*** Opening of DATA PROVIDED ***

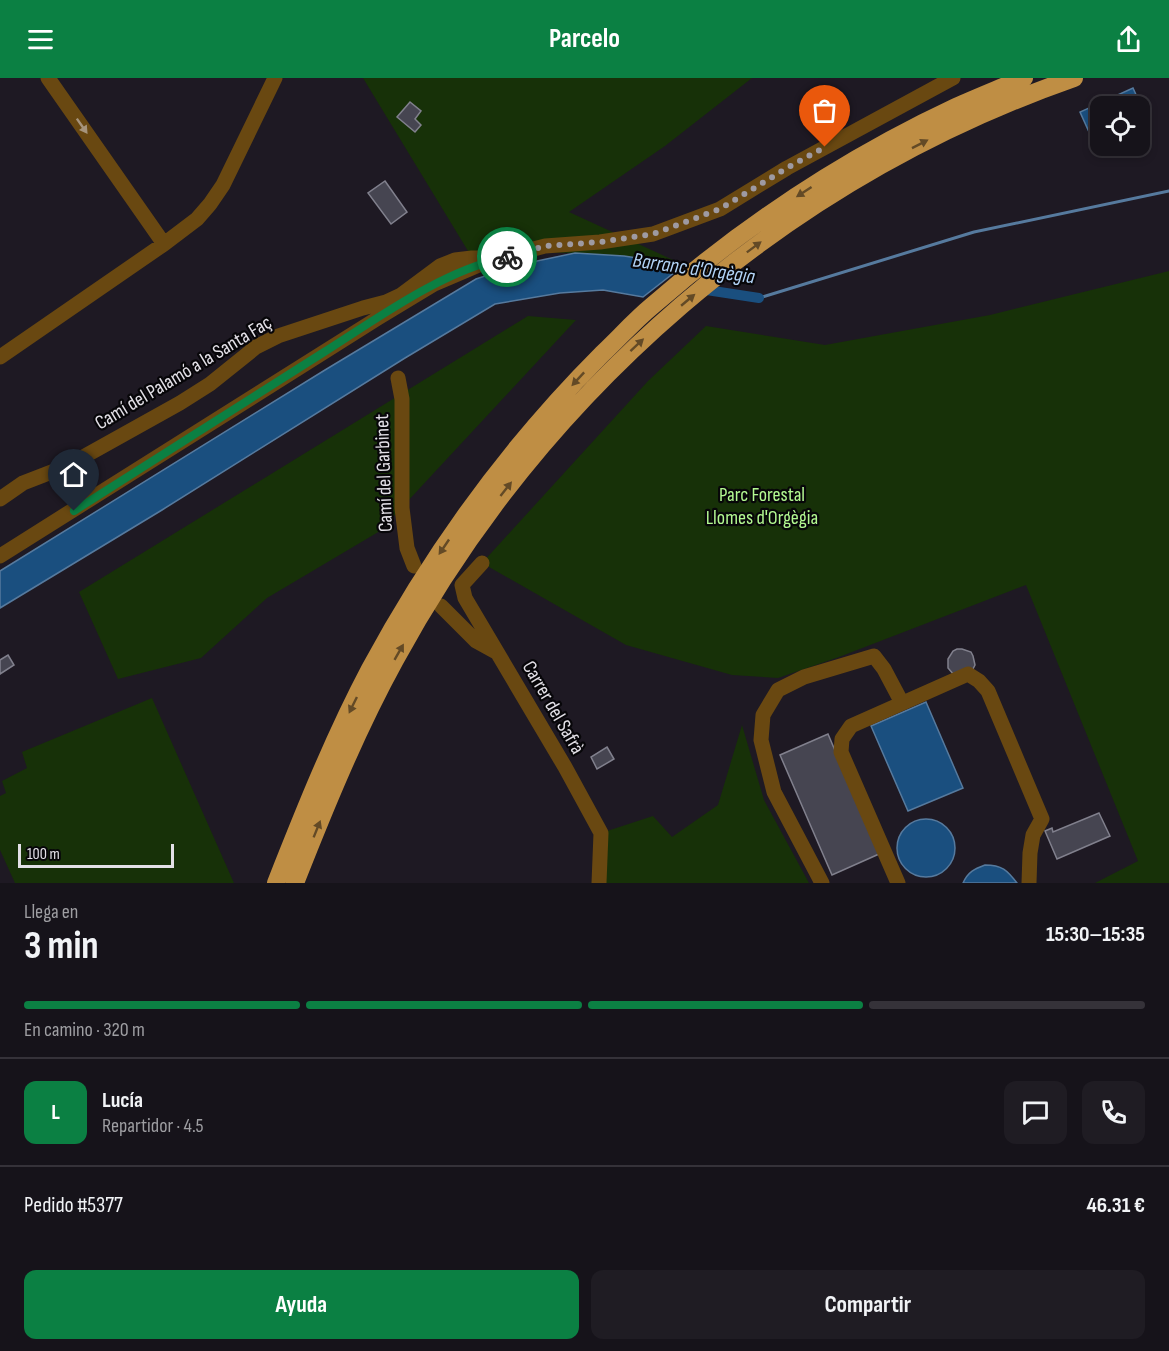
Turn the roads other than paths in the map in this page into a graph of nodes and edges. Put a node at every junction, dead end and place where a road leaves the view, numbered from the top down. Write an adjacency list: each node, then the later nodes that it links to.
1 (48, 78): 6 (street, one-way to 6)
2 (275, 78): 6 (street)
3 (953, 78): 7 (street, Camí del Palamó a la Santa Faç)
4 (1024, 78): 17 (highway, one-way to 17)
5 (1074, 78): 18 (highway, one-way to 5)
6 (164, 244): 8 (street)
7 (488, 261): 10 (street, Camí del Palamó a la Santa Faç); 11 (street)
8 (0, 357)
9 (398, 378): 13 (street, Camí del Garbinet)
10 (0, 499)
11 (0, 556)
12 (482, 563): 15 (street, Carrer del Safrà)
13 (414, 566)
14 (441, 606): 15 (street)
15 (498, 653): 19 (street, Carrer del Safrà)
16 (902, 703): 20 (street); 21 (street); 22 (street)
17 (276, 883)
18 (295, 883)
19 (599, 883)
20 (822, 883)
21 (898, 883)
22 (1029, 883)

*** Close of DATA PROVIDED ***

§ **EXERCISE DESCRIPTION**
Reproduce the material above in full, exactly, with no images.

§ **YOUR RESPONSE**
Turn the roads other than paths in the map in this page into a graph of nodes and edges. Put a node at every junction, dead end and place where a road leaves the view, numbered from the top down. Write an adjacency list: each node, then the later nodes that it links to.
1 (48, 78): 6 (street, one-way to 6)
2 (275, 78): 6 (street)
3 (953, 78): 7 (street, Camí del Palamó a la Santa Faç)
4 (1024, 78): 17 (highway, one-way to 17)
5 (1074, 78): 18 (highway, one-way to 5)
6 (164, 244): 8 (street)
7 (488, 261): 10 (street, Camí del Palamó a la Santa Faç); 11 (street)
8 (0, 357)
9 (398, 378): 13 (street, Camí del Garbinet)
10 (0, 499)
11 (0, 556)
12 (482, 563): 15 (street, Carrer del Safrà)
13 (414, 566)
14 (441, 606): 15 (street)
15 (498, 653): 19 (street, Carrer del Safrà)
16 (902, 703): 20 (street); 21 (street); 22 (street)
17 (276, 883)
18 (295, 883)
19 (599, 883)
20 (822, 883)
21 (898, 883)
22 (1029, 883)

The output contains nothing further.